Back to everyday blogging. A leap I didn’t anticipate or think about before today. Where to start? Peak life. Where the weather turns on the spin of a coin, tiny frogs scramble out of the pond in mid September and there is a freshness to the air that defies description.

Today a five mile walk around the Goyt Valley two miles from Buxton. Following this trail. With varying cloud coatings.

It’s taken quite some fannying around setting up this blog [I know]. MyDaftLife probably involved the same ‘one step forward/delete’ process back in the day with less options. I would have done it with a cacophony background of family life (love) and the extraneous shit families with disabled children are forced to deal with.

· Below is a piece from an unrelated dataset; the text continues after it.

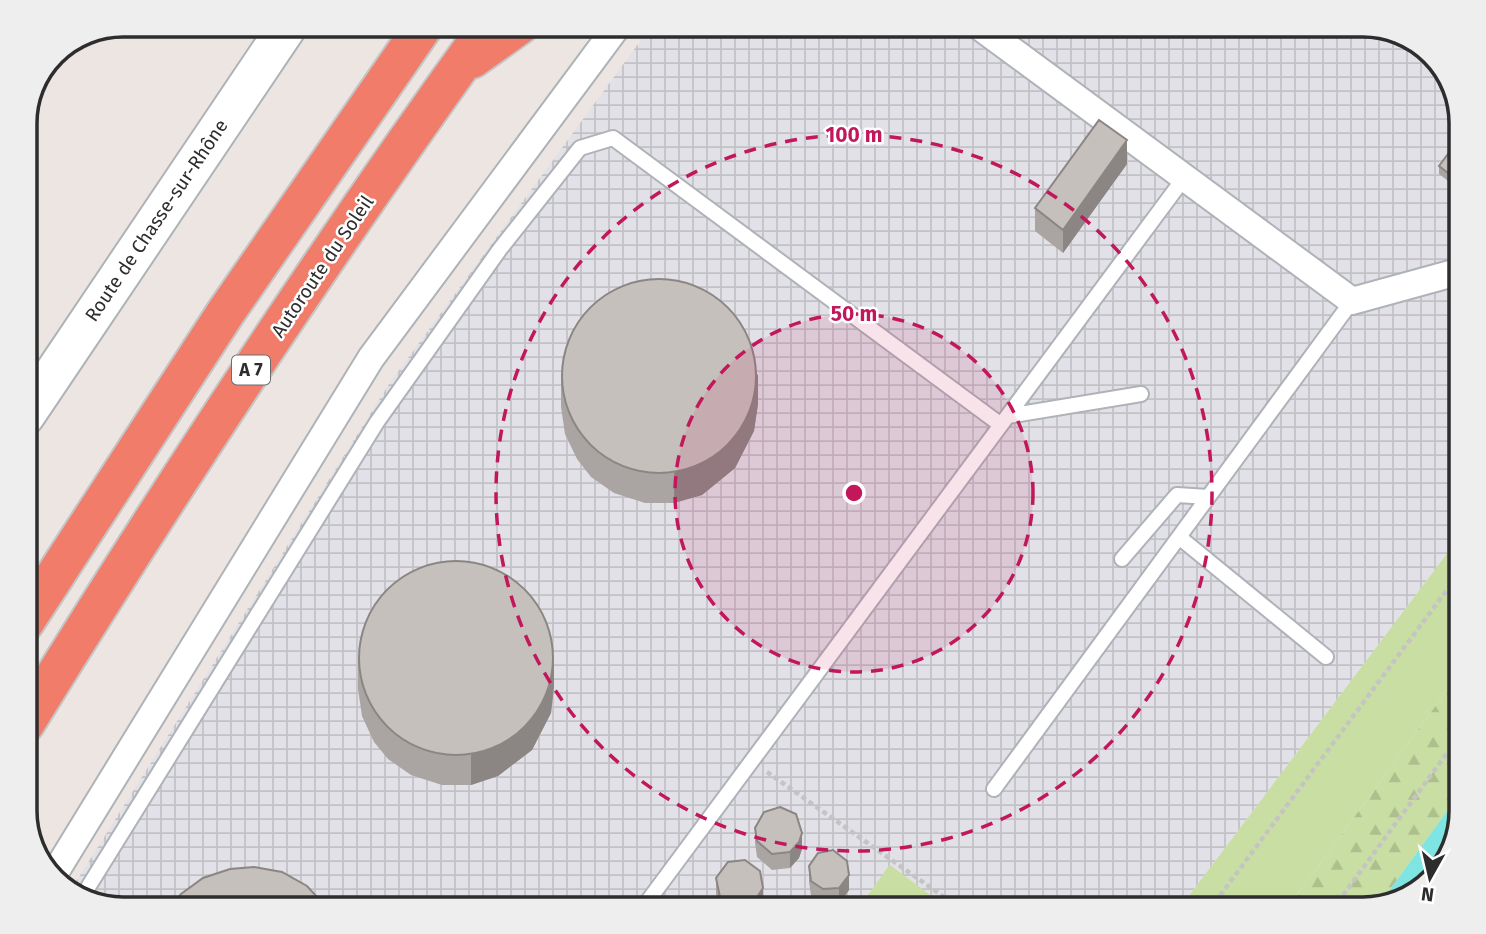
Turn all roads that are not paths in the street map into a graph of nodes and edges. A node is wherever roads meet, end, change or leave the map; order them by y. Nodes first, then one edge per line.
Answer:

I yearn for those days. Not the shit mind, that simply becomes more and more baffling.

When Connor died, a neighbour who had a grandchild in Rosie’s class told me she had a daughter who died in her 20s and the pain eased with time. I couldn’t understand how she had never said she had a child who died, how she didn’t blurt it out to everyone she met, how it wasn’t etched all over her being. I couldn’t understand how Rosie’s mate had an auntie they would never meet and took no comfort from her words. Talk to the hand, missy (I howled in my head) this unimaginable pain is going nowhere. Ever. How could it?

She was right. Over years the pain has imperceptibly shifted into a deep love I carry in my heart and hold ferociously, leaving only moments of breathtaking pain. That is quite something.

As are these hills.

[Photos taken on the way to the start of the walk in the rain, looking back walking up from the reservoir, ahead up the path, ahead further up the path towards Cheshire, and left to the Cat and Fiddle pass to Macclesfield.]